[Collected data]
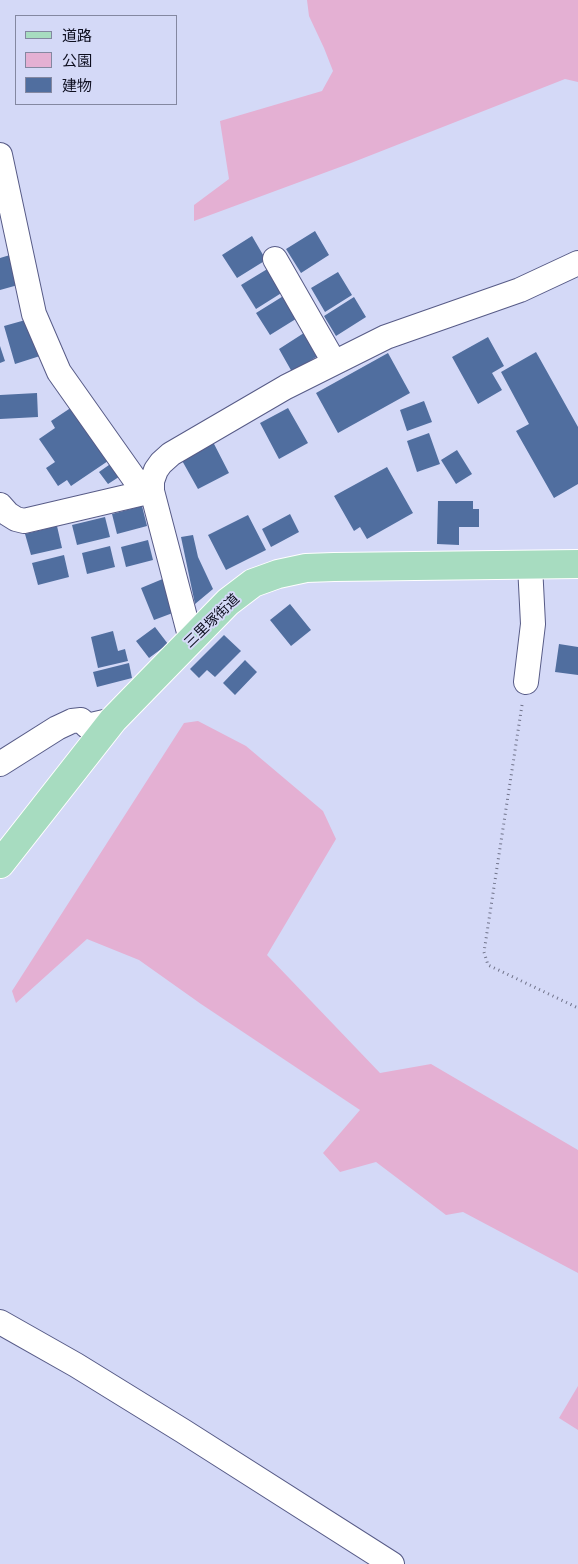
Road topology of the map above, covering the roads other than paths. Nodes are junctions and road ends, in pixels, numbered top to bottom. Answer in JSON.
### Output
{"nodes":[{"id":1,"x":0,"y":155,"type":"edge"},
{"id":2,"x":275,"y":259,"type":"dead end"},
{"id":3,"x":578,"y":263,"type":"edge"},
{"id":4,"x":334,"y":362,"type":"junction"},
{"id":5,"x":152,"y":491,"type":"junction"},
{"id":6,"x":0,"y":505,"type":"edge"},
{"id":7,"x":578,"y":564,"type":"edge"},
{"id":8,"x":530,"y":565,"type":"junction"},
{"id":9,"x":191,"y":640,"type":"junction"},
{"id":10,"x":526,"y":682,"type":"road end"},
{"id":11,"x":113,"y":720,"type":"junction"},
{"id":12,"x":0,"y":764,"type":"edge"},
{"id":13,"x":0,"y":864,"type":"edge"},
{"id":14,"x":0,"y":1322,"type":"edge"},
{"id":15,"x":392,"y":1564,"type":"edge"}],
"edges":[{"from":1,"to":5,"type":"street"},
{"from":2,"to":4,"type":"street"},
{"from":3,"to":4,"type":"street"},
{"from":4,"to":5,"type":"street"},
{"from":5,"to":6,"type":"street"},
{"from":5,"to":9,"type":"street"},
{"from":7,"to":8,"type":"main road","name":"三里塚街道"},
{"from":8,"to":9,"type":"main road","name":"三里塚街道"},
{"from":8,"to":10,"type":"street"},
{"from":9,"to":11,"type":"main road","name":"三里塚街道"},
{"from":11,"to":12,"type":"street"},
{"from":11,"to":13,"type":"main road","name":"三里塚街道"},
{"from":14,"to":15,"type":"street"}]}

▶ **Exercise instructions**:
Every line above goes into your copy exactly; no images go in.

▶ **Written answer**:
Road topology of the map above, covering the roads other than paths. Nodes are junctions and road ends, in pixels, numbered top to bottom. Answer in JSON.
### Output
{"nodes":[{"id":1,"x":0,"y":155,"type":"edge"},
{"id":2,"x":275,"y":259,"type":"dead end"},
{"id":3,"x":578,"y":263,"type":"edge"},
{"id":4,"x":334,"y":362,"type":"junction"},
{"id":5,"x":152,"y":491,"type":"junction"},
{"id":6,"x":0,"y":505,"type":"edge"},
{"id":7,"x":578,"y":564,"type":"edge"},
{"id":8,"x":530,"y":565,"type":"junction"},
{"id":9,"x":191,"y":640,"type":"junction"},
{"id":10,"x":526,"y":682,"type":"road end"},
{"id":11,"x":113,"y":720,"type":"junction"},
{"id":12,"x":0,"y":764,"type":"edge"},
{"id":13,"x":0,"y":864,"type":"edge"},
{"id":14,"x":0,"y":1322,"type":"edge"},
{"id":15,"x":392,"y":1564,"type":"edge"}],
"edges":[{"from":1,"to":5,"type":"street"},
{"from":2,"to":4,"type":"street"},
{"from":3,"to":4,"type":"street"},
{"from":4,"to":5,"type":"street"},
{"from":5,"to":6,"type":"street"},
{"from":5,"to":9,"type":"street"},
{"from":7,"to":8,"type":"main road","name":"三里塚街道"},
{"from":8,"to":9,"type":"main road","name":"三里塚街道"},
{"from":8,"to":10,"type":"street"},
{"from":9,"to":11,"type":"main road","name":"三里塚街道"},
{"from":11,"to":12,"type":"street"},
{"from":11,"to":13,"type":"main road","name":"三里塚街道"},
{"from":14,"to":15,"type":"street"}]}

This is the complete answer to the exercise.